## PROBLEM TO SOLVE
Find all the lines in the entries below that hold the word "points" and copy them.

─── PROVIDED DATA

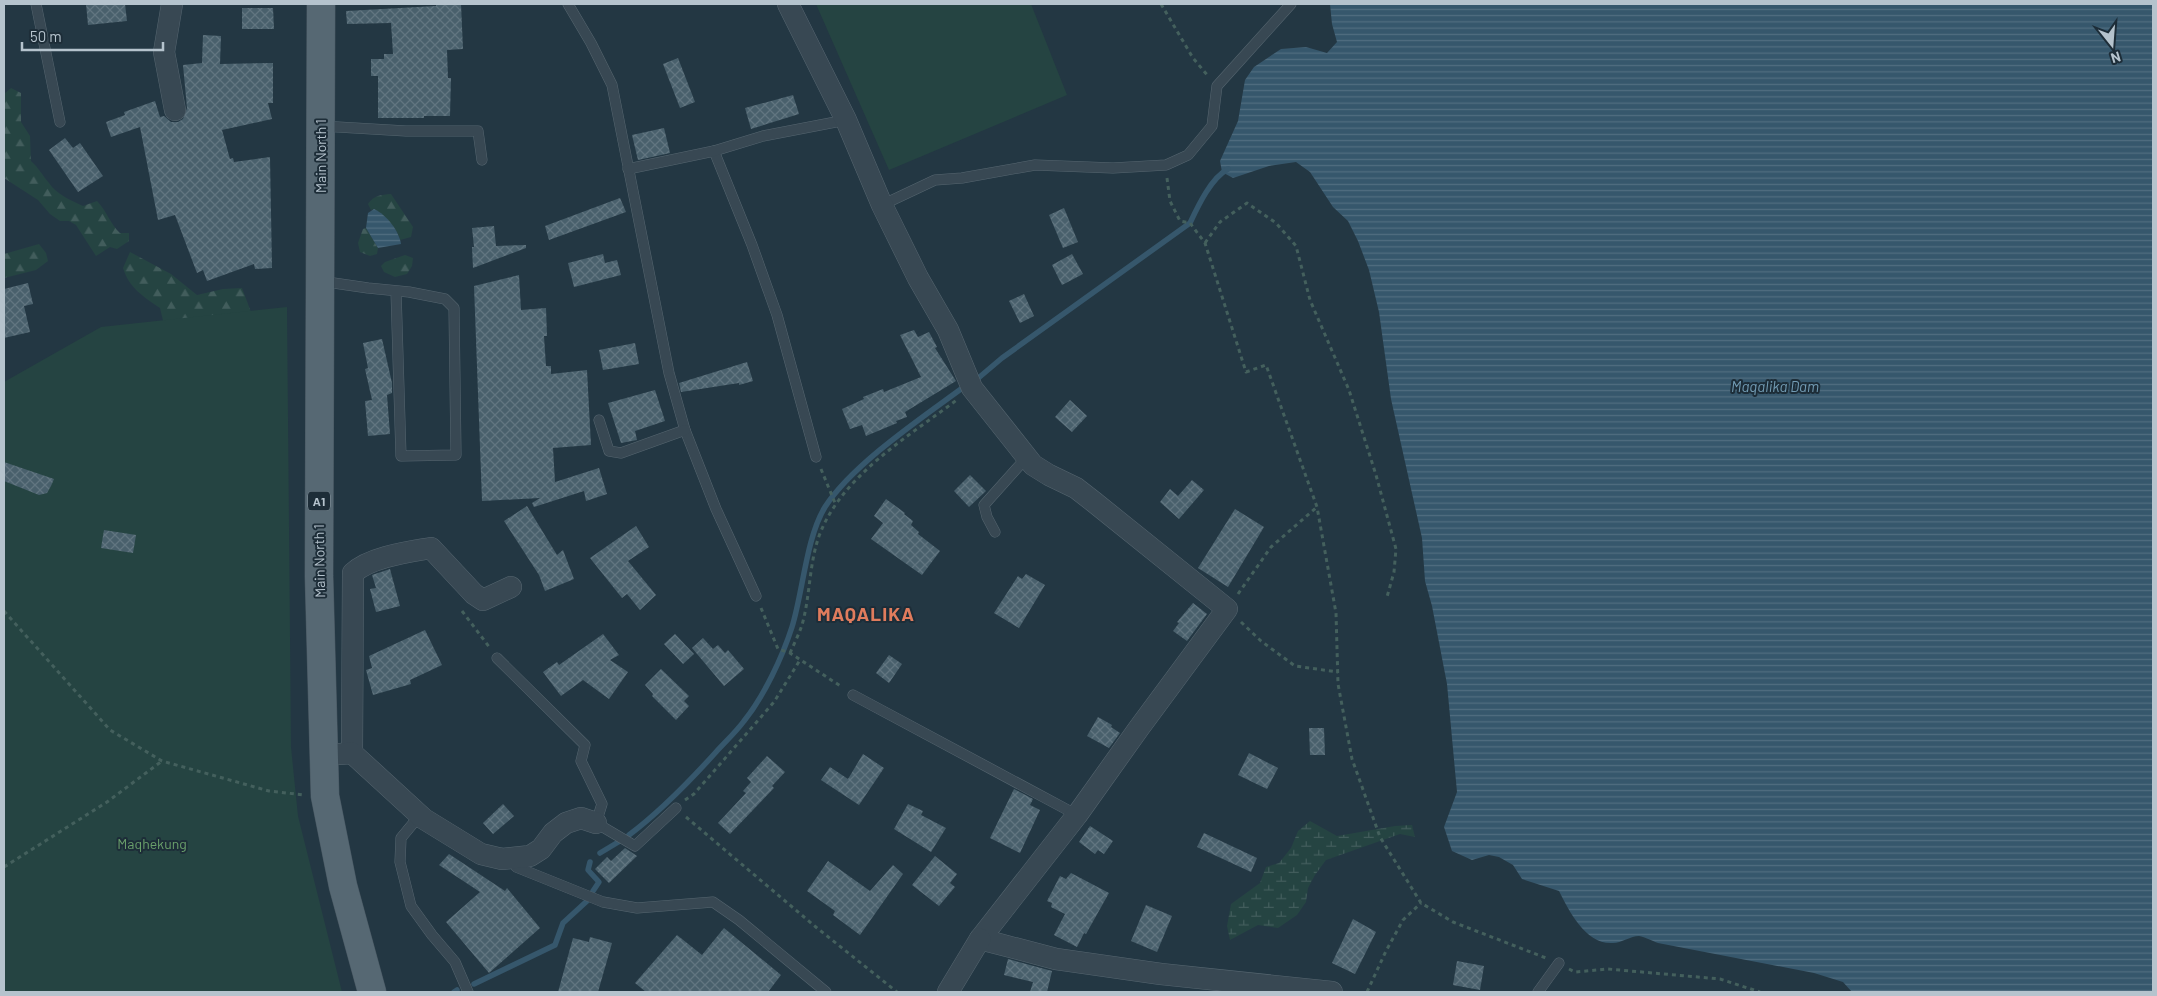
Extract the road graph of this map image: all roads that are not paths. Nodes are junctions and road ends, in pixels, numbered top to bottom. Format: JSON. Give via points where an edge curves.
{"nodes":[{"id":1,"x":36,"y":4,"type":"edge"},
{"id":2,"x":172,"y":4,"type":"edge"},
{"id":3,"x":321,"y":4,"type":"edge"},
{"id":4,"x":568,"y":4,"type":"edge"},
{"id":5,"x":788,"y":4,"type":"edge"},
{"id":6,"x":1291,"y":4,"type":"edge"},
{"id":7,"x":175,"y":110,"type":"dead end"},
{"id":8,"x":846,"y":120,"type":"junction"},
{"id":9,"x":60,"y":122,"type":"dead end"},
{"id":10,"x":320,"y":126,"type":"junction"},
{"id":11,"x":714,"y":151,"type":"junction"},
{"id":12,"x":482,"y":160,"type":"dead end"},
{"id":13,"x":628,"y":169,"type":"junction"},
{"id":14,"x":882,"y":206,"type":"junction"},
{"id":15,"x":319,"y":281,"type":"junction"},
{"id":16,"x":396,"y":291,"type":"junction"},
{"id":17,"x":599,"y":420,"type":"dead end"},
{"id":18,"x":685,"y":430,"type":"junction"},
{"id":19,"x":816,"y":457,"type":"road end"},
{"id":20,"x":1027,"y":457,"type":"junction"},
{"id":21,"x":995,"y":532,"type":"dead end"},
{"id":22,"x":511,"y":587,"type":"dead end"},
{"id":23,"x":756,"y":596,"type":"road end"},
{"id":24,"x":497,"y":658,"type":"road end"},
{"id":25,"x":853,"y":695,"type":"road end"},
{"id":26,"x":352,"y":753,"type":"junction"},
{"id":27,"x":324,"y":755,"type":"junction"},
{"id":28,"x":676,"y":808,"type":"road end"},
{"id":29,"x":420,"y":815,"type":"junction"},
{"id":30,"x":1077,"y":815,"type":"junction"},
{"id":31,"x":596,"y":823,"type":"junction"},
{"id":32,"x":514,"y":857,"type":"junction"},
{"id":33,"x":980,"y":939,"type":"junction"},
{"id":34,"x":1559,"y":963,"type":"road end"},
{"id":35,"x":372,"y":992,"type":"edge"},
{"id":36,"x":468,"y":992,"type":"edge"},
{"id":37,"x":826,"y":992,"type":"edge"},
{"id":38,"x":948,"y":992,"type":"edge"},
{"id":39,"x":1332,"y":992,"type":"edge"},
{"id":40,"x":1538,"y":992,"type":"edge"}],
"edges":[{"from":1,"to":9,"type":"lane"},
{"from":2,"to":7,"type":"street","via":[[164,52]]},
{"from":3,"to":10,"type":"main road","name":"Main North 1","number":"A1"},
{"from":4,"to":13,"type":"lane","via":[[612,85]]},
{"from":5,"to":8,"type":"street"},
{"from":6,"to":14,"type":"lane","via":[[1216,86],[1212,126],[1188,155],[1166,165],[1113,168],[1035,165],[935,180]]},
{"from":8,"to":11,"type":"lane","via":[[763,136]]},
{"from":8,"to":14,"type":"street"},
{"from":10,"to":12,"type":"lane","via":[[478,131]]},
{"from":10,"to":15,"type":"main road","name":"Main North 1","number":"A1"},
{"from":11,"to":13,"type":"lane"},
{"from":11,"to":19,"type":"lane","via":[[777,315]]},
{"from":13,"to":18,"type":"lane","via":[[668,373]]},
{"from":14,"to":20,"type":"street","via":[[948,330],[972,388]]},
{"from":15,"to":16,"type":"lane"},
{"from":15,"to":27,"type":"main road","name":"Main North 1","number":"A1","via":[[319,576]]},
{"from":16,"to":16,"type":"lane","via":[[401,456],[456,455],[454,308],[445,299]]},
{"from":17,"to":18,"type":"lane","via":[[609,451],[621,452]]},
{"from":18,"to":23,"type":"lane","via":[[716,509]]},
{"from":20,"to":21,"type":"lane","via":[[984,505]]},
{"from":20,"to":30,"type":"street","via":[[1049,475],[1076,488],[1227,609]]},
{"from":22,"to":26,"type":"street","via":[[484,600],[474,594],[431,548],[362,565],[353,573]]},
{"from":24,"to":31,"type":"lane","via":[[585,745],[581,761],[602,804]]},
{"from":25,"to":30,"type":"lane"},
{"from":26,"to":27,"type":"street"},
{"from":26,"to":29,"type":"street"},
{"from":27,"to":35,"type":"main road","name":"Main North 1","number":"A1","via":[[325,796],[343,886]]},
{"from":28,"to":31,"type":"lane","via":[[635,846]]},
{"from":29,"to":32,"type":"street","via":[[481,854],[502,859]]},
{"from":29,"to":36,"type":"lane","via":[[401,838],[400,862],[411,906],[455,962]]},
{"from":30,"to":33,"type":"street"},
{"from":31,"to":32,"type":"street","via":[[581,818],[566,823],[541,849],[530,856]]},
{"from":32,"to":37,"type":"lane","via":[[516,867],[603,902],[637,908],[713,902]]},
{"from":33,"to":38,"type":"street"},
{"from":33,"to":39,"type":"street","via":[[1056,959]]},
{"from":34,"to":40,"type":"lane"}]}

──────
─── PROVIDED DATA

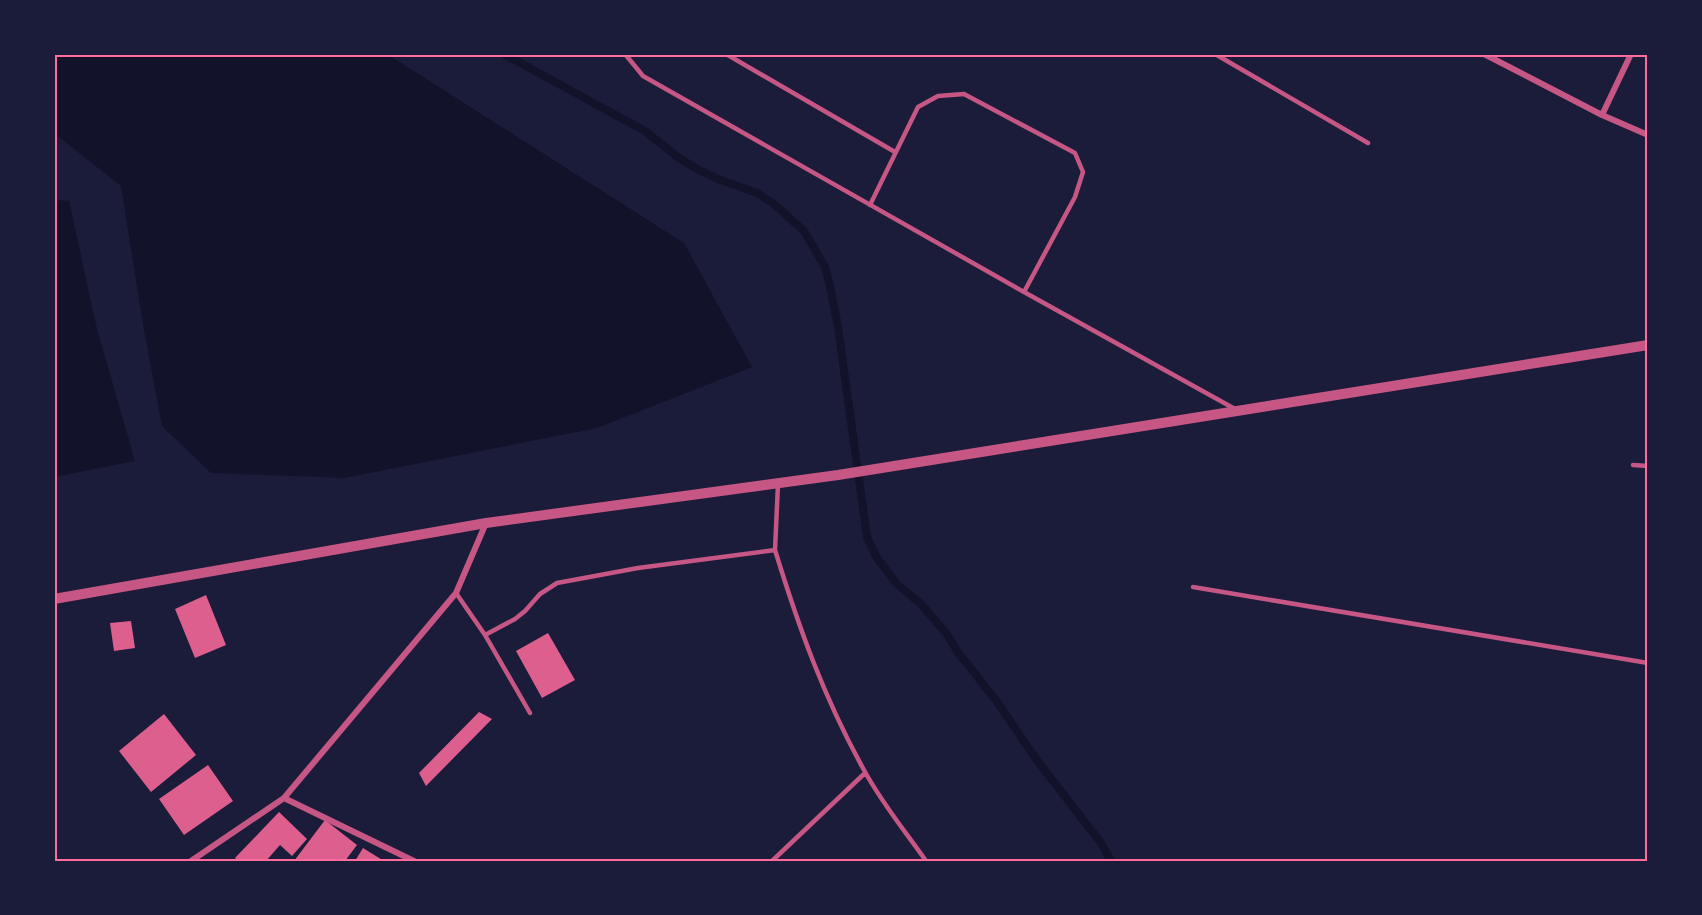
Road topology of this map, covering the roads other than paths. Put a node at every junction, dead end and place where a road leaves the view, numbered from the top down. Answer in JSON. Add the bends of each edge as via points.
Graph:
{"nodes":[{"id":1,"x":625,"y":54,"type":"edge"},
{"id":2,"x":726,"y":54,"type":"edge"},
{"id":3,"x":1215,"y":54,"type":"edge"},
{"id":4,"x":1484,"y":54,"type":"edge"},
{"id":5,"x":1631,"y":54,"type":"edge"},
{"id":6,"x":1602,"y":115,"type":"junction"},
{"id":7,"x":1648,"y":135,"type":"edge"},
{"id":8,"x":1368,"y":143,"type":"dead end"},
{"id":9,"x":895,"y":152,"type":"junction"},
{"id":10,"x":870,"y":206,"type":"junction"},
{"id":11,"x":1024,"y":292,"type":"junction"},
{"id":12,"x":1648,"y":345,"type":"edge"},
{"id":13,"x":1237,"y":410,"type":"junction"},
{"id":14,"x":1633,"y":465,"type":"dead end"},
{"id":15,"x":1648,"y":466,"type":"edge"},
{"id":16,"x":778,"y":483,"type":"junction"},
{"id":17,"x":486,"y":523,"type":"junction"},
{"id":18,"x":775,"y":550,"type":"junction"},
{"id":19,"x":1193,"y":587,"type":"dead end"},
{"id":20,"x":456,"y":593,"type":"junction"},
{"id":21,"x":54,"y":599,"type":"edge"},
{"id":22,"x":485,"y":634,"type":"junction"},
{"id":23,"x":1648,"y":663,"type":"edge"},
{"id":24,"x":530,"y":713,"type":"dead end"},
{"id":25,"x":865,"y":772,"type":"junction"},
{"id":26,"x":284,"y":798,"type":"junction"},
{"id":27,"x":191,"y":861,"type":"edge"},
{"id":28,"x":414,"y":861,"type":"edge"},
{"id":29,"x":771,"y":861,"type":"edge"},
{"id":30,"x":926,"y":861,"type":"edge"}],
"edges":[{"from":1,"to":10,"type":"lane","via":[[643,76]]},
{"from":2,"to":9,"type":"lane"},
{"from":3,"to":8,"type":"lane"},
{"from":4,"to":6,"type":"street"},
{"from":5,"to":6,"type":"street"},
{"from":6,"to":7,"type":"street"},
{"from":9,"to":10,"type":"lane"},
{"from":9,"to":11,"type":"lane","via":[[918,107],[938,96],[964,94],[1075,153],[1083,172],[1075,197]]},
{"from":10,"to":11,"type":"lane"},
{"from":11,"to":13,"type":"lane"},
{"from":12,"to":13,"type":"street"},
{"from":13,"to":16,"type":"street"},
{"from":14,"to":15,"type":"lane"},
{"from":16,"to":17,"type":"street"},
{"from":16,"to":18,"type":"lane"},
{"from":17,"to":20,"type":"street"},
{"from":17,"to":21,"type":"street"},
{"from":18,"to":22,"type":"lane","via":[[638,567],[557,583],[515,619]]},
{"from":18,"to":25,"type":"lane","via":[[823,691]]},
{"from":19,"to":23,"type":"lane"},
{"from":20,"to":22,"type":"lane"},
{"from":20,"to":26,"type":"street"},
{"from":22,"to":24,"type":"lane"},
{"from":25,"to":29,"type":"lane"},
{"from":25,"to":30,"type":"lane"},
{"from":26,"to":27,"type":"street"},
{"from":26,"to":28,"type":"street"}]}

──────

## THE ANSWER
Extract the road graph of this map image: all roads that are not paths. Nodes are junctions and road ends, in pixels, numbered top to bottom. Format: JSON. Give via points where an edge curves.
Road topology of this map, covering the roads other than paths. Put a node at every junction, dead end and place where a road leaves the view, numbered from the top down. Answer in JSON. Add the bends of each edge as via points.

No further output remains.